Local Soil and Water Conservation District offices in Anderson and Union counties administered the CWA section 319 funding to allocate funding assistance to local landowners. Using a combination of 319 funding and state funds from the Agricultural Resources Conservation Fund (ARCF), they worked with local landowners to promote and install management practices and structures that would reduce pathogen runoff into Hinds Creek and improve landowners' operations.

The BMPs installed included (1) pasture seeding and riparian zone planting along Hinds Creek and tributaries; (2) stabilization of heavy-use areas using gravel and geotextile fabric; (3) installation of alternative watering facilities, such as tanks, troughs, and ponds fed by pipelines to keep livestock out of streams; and (4) alternative access roads to help combat further erosion.

Pasture and riparian critical areas were seeded with a selection of grasses that were acceptable to livestock and beneficial for proper soil drainage in the area. Problem weed and thistle species were replaced with balanced and native foliage to improve water quality, conserve soil, and increase carbon sequestration.

Local Soil and Water Conservation District agents advised landowners on the technical design and specifications of the BMPs, and they provided oversight and expertise during the installation process. Landowners participated voluntarily, partially providing labor and funds for the BMPs. The BMPs were installed beginning in 2000, and continue to be installed to help continue to meet the load reduction allocations in the 2005 TMDL.

The Hinds Creek Watershed Partnership, a group composed of federal, state, and local partners, is focused on improving water quality and community awareness of water quality issues in Hinds Creek. The Partnership is part of a cooperative water quality monitoring project with the Tennessee Department of Environment and Conservation and the Tennessee Valley Authority that aims to produce comprehensive watershed assessments. Gathering information regarding the health of the watershed will help in prioritizing areas of work.
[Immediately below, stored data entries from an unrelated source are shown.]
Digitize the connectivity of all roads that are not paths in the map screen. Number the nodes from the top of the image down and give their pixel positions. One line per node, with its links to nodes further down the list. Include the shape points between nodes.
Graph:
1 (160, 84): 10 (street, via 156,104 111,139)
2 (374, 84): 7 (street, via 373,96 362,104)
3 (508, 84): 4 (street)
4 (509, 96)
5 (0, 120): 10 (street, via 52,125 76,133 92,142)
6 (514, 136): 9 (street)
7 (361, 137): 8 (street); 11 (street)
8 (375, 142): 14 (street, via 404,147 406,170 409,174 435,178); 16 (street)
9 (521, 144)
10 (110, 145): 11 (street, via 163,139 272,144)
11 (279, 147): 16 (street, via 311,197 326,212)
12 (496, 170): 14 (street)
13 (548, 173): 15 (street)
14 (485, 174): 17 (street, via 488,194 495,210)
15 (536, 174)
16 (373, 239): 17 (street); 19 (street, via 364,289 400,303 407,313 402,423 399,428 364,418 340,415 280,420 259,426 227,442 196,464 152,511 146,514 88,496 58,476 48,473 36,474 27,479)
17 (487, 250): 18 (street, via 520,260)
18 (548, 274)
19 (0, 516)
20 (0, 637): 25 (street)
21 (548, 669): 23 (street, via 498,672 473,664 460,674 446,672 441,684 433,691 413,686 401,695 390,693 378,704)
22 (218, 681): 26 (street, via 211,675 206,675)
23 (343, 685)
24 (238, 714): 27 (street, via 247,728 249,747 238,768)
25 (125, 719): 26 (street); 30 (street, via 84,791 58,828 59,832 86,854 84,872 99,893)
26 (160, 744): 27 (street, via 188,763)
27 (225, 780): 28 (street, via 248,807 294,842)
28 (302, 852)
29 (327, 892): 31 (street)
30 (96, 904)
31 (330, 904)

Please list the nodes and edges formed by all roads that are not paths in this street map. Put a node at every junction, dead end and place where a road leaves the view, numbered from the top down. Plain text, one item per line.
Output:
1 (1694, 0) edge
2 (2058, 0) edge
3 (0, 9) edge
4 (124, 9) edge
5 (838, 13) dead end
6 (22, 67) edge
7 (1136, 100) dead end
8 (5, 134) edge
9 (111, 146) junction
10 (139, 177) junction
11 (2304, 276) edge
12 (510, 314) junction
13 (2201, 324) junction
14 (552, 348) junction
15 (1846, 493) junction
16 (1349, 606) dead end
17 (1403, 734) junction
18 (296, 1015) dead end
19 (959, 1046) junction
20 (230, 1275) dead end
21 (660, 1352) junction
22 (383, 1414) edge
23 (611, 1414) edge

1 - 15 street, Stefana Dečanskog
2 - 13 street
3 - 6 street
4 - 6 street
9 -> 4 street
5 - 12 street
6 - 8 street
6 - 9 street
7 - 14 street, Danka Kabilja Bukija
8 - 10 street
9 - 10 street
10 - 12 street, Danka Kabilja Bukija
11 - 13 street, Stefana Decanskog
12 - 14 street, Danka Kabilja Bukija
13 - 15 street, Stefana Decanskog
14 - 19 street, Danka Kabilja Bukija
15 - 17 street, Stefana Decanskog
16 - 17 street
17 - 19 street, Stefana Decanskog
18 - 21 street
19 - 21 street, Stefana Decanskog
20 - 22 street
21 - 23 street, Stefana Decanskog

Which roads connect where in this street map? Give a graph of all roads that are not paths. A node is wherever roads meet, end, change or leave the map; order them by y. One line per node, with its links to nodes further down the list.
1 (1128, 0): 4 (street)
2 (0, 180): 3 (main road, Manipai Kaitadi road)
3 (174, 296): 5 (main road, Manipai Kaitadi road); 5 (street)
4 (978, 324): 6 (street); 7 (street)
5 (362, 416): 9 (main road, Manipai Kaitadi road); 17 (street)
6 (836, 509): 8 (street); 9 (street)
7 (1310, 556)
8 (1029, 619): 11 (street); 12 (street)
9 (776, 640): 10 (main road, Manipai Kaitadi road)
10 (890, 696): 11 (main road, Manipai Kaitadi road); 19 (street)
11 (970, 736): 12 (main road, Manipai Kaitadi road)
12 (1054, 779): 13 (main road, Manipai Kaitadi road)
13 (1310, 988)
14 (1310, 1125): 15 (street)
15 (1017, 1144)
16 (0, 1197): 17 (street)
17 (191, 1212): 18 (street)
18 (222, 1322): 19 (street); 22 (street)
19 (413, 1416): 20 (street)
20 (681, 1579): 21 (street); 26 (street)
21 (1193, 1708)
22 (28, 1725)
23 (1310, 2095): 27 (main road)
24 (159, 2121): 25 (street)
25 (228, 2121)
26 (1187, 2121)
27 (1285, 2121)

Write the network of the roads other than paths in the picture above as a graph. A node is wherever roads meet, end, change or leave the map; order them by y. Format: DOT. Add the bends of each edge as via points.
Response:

Recent monitoring in Hinds Creek showed E.coli values below the individual sample standard of 941 cfu/mL. Hinds Creek is no longer considered impaired for any of the four designated uses, including recreation. Therefore, the 8.9 total miles previously listed as impaired were not included on the 2006 303(d) list.

Partners and Funding

Since 2001 Hinds Creek has benefited from $39,246.41 of Clean Water Act section 319 funding (including additional matching funds, a total of $57,695.17 was spent). In addition, $30,840.35 was provided by the Tennessee ARCF. Key partners in this effort include the Anderson County and Union County Soil Conservation Districts, whose agents provided technical expertise and labor hours. Landowners in the Lower Clinch watershed contributed in-kind labor hours and some funding.